Pendant ce temps, le quatuor ne tarde pas à s'émietter : Kim a été rêvée par Ysanne, la prophétesse du Brennin, pour prendre sa suite et porter le poids de la pierre de la guerre ; Kevin et Paul sont entraînés par Diarmuid, le fils cadet et héritier du roi, dans une folle aventure qui les liera au prince et à ses hommes ; à leur retour, toutefois, Paul choisit d'offrir au roi d'aller à sa place dans l'Arbre de l'été, afin d'intercéder auprès du dieu Mörnir pour qu'il ramène la pluie qui manque depuis des mois au Brennin. Quant à Jennifer, elle passera une soirée de chants et de beauté avec les lios alfar, les elfes de lumière, avant d'être enlevée par un parti de créatures des ténèbres mené par Galadan, le Seigneur Loup.

Au moment où le jeune Guy Gavriel Kay de trente ans a écrit la trilogie dont ce roman est le premier tome, il travaillait avec Christopher Tolkien sur les écrits laissés par le père de celui-ci. L'influence de J.R.R. Tolkien est incontestable dans ce premier tome. Toutefois, en y regardant de plus près, elle apparaît finalement assez superficielle.

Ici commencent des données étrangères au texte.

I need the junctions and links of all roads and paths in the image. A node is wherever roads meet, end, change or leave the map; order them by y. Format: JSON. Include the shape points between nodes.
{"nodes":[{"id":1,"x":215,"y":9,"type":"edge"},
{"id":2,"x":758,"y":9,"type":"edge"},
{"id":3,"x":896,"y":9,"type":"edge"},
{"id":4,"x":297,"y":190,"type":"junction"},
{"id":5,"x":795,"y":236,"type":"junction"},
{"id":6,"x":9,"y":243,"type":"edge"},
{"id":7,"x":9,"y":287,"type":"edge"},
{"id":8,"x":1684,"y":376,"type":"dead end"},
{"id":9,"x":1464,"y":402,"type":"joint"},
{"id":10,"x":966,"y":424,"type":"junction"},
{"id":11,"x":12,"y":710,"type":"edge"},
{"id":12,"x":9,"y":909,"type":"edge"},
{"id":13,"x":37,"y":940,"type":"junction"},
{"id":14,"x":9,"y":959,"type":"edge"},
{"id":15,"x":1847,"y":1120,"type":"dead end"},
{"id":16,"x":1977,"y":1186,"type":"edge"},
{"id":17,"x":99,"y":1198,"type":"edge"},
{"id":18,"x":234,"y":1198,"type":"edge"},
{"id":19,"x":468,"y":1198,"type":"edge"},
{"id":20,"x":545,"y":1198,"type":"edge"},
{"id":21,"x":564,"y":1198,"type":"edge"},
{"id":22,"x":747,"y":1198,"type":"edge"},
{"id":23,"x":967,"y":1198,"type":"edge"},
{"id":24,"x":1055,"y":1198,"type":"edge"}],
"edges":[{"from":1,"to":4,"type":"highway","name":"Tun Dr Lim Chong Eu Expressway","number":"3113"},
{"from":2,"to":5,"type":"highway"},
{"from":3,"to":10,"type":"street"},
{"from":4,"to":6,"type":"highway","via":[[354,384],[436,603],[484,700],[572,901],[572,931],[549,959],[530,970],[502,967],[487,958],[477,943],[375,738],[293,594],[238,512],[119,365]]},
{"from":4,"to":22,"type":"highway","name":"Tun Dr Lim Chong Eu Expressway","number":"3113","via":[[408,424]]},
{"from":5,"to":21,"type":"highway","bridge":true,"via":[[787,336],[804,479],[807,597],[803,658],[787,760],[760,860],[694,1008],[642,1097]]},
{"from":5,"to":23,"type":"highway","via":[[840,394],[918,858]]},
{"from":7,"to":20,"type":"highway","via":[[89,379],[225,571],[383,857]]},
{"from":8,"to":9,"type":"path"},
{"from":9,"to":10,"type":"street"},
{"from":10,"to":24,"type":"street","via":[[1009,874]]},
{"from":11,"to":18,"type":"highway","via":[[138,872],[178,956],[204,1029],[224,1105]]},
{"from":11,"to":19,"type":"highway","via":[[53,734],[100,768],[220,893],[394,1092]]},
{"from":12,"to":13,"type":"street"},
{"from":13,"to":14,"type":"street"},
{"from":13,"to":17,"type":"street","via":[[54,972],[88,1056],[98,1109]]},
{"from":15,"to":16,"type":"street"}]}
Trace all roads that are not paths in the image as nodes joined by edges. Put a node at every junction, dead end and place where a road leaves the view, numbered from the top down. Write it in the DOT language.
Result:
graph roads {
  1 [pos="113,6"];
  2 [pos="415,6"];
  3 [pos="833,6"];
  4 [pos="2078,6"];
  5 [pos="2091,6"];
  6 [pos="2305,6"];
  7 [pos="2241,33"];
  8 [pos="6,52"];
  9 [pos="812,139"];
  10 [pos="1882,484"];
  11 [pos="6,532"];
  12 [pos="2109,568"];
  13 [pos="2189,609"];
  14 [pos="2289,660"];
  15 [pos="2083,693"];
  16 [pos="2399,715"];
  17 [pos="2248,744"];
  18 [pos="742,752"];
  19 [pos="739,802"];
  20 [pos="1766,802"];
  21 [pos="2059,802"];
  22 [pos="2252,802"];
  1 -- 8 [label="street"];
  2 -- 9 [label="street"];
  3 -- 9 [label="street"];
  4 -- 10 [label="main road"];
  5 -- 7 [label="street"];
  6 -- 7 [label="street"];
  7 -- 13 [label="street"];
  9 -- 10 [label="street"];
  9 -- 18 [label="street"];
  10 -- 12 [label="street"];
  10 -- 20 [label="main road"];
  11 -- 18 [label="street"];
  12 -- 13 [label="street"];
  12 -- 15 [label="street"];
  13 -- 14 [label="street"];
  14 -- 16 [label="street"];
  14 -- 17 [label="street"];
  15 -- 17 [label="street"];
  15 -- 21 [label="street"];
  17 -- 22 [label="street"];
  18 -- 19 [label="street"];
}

Bien sûr, l'un des personnages principaux est un mage... mais d'une part Lorèn est très différent de Gandalf et d'autre part la forme de magie de Fionavar, avec les "sources" liées aux mages, est loin de cette magie intrinsèque à ces êtres supérieurs que sont les Cinq Magiciens dont Gandalf fait partie. Bien sûr, il y a des elfes, séparés entre elfes de lumière et créatures des ténèbres, et c'est sans doute ce qui est le plus proche de l'univers de Tolkien. Bien sûr, on ne peut que penser aux Rohirrim quand on fait la connaissance des Dalreï et qu'on apprend leur histoire, surtout la partie concernant la Chevauchée de Revor. Mais leur société n'est pas féodale, et cela change beaucoup de choses, comme la présence des eltors, celle de Géreint le chamane, et le jeûne de rencontre avec les totems.

Surtout, Fionavar existe dans un univers où elle est le premier des mondes, mais non le seul. On pourrait imaginer que la Terre du Milieu appartiendrait à un passé plus ou moins lointain, plus ou moins parallèle, mais on n'en sait rien. En revanche, la Fionavar où marchent Mörnir, Dana et les autres dieux coexiste en parallèle avec la Terre où de jeunes habitants de Toronto vont à un Colloque International sur les Celtes. Les filles et femmes de Fionavar sont très loin d'être effacées : il n'est que de penser à Jaëlle pour le constater, mais Sharra, Leïla, ou même Ysanne, à sa façon, sont de fort bons exemples aussi. Toutes sont des personnages à part entière, et ne vivent pas dans l'ombre des hommes, ou par rapport à eux. C'est là une différence majeure par rapport à l'univers créé par Tolkien.

C'est une bonne idée de l'éditeur de proposer cette réédition, qui permettra à de jeunes lecteurs et lectrices de découvrir cette œuvre de jeunesse de l'un des grands auteurs actuels de fantasy. Ce roman se lit facilement, car le rythme en est enlevé, il comporte beaucoup d'action, dans des ambiances suffisamment différentes pour garder l'intérêt en éveil. La création de personnages cohérents, crédibles et attachants est l'une des caractéristiques de l'auteur canadien, et on la voit à l'œuvre ici. Tous sont plus grands que nature, tous sont extraordinaires, tout en laissant de la place pour leur évolution. Etant donné leur nombre, et l'éparpillement de l'action, la carte et la liste de personnages fournies en préambule sont fort utiles, et on pourra utilement s'y référer.

C'est un premier tome, toutefois, et cela signifie que même s'il a un début et une fin bien marqués et satisfaisants, il ouvre le rideau sur un univers où rien n'est conclu à la fin, au contraire. Le tome suivant étant annoncé pour début août, il faudra attendre un peu pour savoir comment commencera véritablement la guerre déclarée dans les dernières pages.

En somme, une histoire fort plaisante, que je ne peux que recommander : à lire ou à relire.